**What you need to do**
Provide only the number of lines in the listing that contain the string "then".

[[ Data supplied, beginning ]]

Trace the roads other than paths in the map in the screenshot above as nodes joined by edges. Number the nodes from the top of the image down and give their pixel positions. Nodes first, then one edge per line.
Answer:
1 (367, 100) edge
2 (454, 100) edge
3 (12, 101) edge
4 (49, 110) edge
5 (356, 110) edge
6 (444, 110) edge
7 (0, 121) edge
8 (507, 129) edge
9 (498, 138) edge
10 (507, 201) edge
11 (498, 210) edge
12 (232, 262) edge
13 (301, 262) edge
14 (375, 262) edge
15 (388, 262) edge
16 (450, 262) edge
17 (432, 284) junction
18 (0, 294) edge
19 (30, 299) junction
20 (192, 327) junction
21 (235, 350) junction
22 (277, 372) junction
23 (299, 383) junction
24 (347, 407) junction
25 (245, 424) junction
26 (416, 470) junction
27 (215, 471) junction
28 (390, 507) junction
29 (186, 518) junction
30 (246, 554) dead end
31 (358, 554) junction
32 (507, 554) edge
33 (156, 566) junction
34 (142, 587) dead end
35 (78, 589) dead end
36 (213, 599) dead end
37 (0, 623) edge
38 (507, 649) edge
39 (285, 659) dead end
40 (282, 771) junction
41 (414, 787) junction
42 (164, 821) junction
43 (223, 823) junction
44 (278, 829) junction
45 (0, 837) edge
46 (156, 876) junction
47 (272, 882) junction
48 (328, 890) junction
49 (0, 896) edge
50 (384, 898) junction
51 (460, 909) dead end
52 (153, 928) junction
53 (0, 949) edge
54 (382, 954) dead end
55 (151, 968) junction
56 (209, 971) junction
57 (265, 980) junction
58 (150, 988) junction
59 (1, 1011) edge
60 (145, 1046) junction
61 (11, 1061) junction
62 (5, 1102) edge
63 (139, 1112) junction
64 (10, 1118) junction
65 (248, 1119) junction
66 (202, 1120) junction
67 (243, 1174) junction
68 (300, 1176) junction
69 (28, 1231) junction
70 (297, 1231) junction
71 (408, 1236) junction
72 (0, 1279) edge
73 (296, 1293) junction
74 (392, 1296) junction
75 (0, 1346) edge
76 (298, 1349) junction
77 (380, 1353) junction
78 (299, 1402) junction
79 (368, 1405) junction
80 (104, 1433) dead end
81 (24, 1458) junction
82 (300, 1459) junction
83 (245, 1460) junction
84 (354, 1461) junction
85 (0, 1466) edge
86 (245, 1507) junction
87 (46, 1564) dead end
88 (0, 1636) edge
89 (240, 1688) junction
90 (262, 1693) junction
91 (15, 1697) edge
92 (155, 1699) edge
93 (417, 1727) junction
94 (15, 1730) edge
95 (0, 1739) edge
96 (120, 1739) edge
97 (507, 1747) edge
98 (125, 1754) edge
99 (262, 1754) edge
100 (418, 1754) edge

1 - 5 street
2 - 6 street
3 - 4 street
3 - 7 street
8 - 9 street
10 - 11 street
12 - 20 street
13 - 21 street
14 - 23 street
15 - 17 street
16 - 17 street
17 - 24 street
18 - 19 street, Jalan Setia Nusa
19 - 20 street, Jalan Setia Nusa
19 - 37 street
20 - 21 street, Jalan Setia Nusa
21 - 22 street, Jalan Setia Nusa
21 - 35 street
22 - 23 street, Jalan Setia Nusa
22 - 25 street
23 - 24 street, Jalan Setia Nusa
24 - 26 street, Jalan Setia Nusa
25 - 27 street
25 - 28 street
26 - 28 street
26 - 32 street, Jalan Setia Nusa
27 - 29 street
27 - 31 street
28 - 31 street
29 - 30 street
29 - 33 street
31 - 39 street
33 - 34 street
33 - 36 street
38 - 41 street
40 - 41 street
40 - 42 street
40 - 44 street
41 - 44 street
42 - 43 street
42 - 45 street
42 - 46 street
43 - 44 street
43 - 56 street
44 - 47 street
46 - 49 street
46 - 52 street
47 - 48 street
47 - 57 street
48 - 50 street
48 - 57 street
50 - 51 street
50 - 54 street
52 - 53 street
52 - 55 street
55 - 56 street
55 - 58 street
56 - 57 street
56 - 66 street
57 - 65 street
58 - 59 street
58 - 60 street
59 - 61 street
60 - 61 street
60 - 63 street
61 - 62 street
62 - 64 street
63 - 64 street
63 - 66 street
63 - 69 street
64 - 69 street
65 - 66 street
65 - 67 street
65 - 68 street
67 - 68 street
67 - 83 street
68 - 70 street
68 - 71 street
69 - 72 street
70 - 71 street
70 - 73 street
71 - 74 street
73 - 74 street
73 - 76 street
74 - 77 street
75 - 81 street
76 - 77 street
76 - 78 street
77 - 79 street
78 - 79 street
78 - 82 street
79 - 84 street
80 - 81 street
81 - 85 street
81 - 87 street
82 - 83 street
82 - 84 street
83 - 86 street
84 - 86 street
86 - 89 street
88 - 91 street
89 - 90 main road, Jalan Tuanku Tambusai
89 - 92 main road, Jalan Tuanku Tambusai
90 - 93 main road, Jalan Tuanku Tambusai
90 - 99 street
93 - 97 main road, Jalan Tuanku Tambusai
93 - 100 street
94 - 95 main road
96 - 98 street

[[ Data supplied, end ]]
[[ Data supplied, beginning ]]

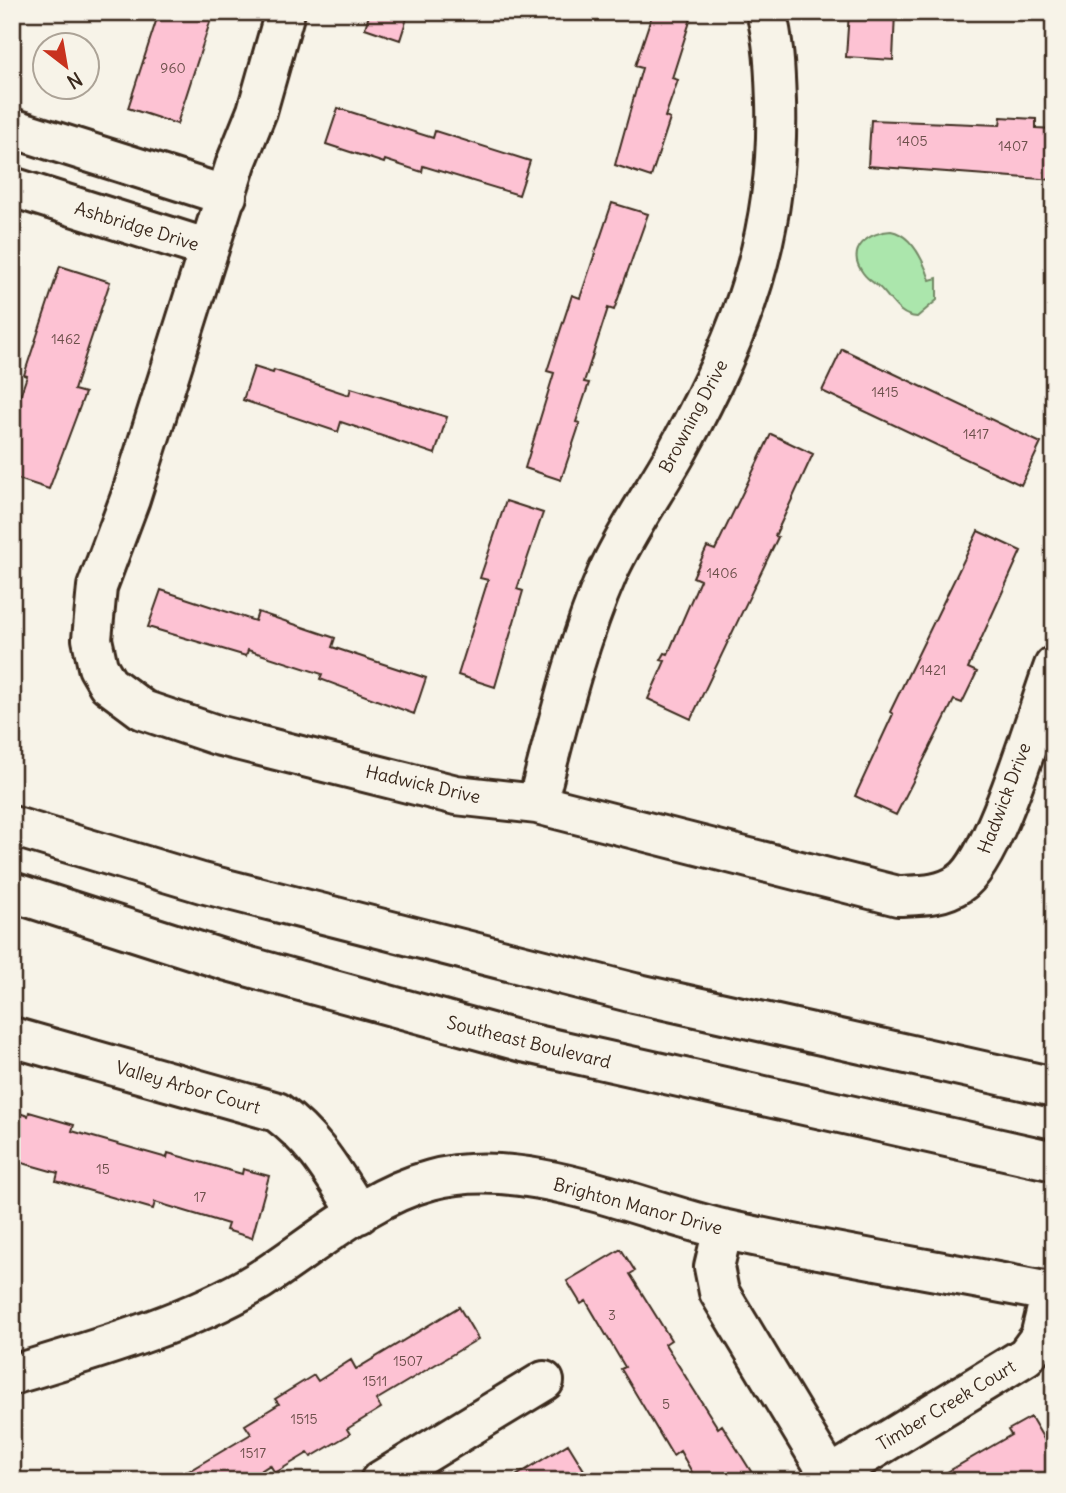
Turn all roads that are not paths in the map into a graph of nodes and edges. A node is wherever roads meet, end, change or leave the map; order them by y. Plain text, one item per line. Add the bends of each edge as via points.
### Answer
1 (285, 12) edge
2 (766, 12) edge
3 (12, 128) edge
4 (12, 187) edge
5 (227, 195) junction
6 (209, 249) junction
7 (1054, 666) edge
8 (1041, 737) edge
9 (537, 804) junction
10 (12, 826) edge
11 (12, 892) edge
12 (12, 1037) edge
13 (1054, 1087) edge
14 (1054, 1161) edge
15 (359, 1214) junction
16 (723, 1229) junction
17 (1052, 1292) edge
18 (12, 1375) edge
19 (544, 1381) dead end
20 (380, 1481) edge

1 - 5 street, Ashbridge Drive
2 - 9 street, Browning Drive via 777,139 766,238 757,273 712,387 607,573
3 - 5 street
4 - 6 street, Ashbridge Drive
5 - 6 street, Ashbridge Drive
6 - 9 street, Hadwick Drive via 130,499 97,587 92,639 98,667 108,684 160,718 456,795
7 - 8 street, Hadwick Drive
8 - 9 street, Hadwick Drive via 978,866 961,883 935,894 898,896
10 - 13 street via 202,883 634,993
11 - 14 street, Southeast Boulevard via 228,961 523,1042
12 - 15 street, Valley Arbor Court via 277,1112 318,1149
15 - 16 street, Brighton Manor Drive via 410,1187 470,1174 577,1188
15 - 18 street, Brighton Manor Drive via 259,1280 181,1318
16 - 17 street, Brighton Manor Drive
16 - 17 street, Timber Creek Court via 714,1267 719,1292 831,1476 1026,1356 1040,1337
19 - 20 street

[[ Data supplied, end ]]
[[ Data supplied, beginning ]]

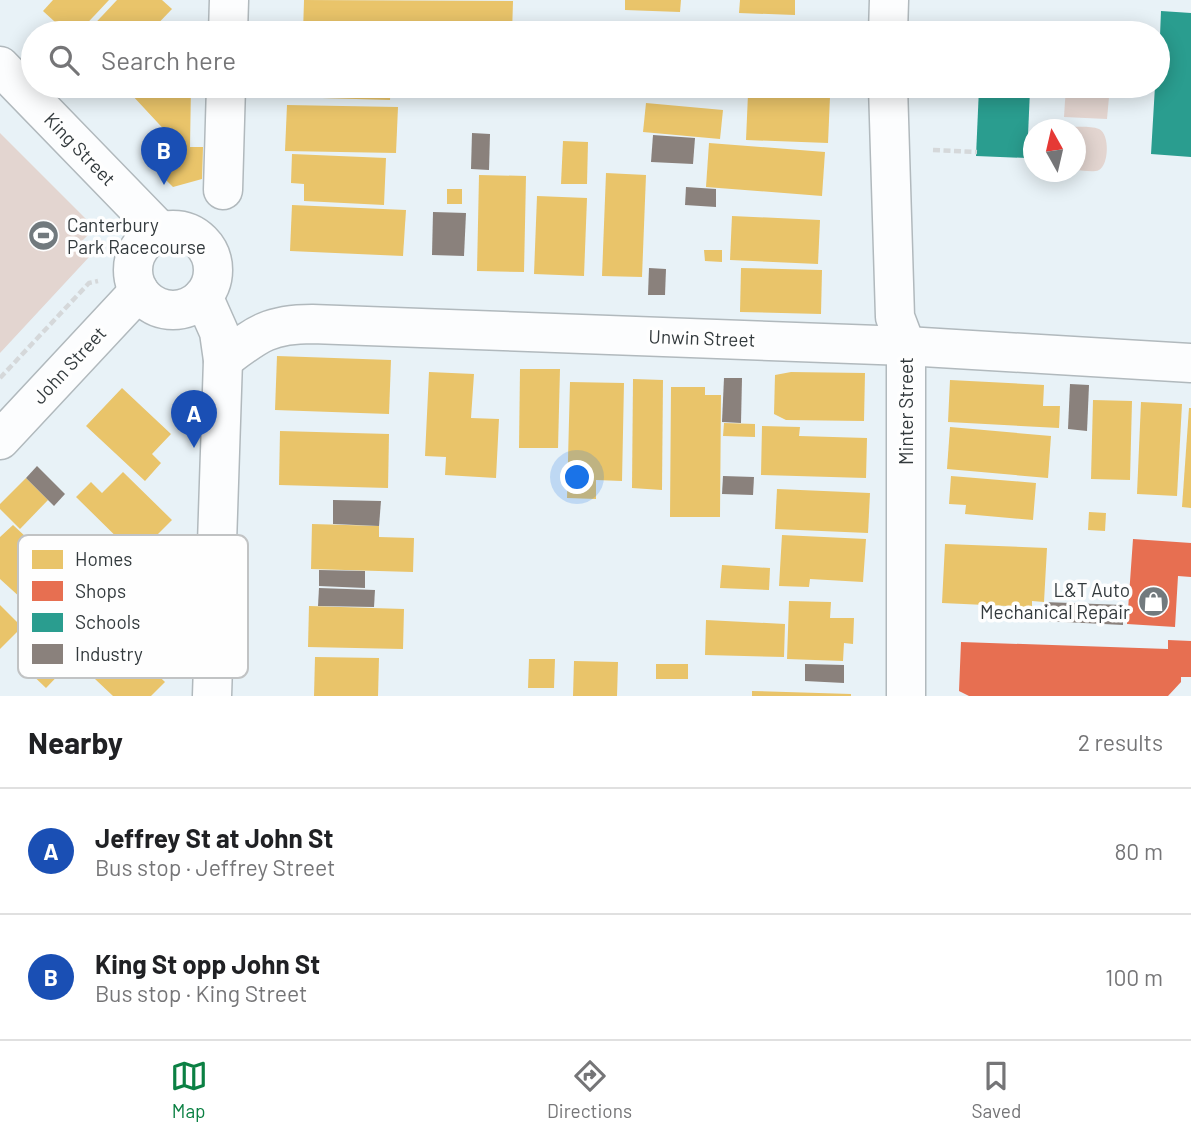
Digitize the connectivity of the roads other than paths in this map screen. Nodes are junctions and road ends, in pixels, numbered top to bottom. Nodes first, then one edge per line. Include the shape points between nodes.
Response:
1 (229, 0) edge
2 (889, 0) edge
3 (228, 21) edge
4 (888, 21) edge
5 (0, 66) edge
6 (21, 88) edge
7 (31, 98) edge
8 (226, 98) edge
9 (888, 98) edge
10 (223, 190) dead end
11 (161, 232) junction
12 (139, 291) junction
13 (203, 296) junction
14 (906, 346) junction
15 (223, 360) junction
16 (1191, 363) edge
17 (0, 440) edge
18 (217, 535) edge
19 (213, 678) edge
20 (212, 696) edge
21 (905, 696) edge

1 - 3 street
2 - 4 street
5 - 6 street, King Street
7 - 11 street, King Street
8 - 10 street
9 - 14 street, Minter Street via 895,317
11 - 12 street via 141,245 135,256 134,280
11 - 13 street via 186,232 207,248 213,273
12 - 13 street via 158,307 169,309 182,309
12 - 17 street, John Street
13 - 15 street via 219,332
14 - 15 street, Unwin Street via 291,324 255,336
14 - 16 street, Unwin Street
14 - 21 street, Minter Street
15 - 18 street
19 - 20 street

[[ Data supplied, end ]]

**The completed task**
2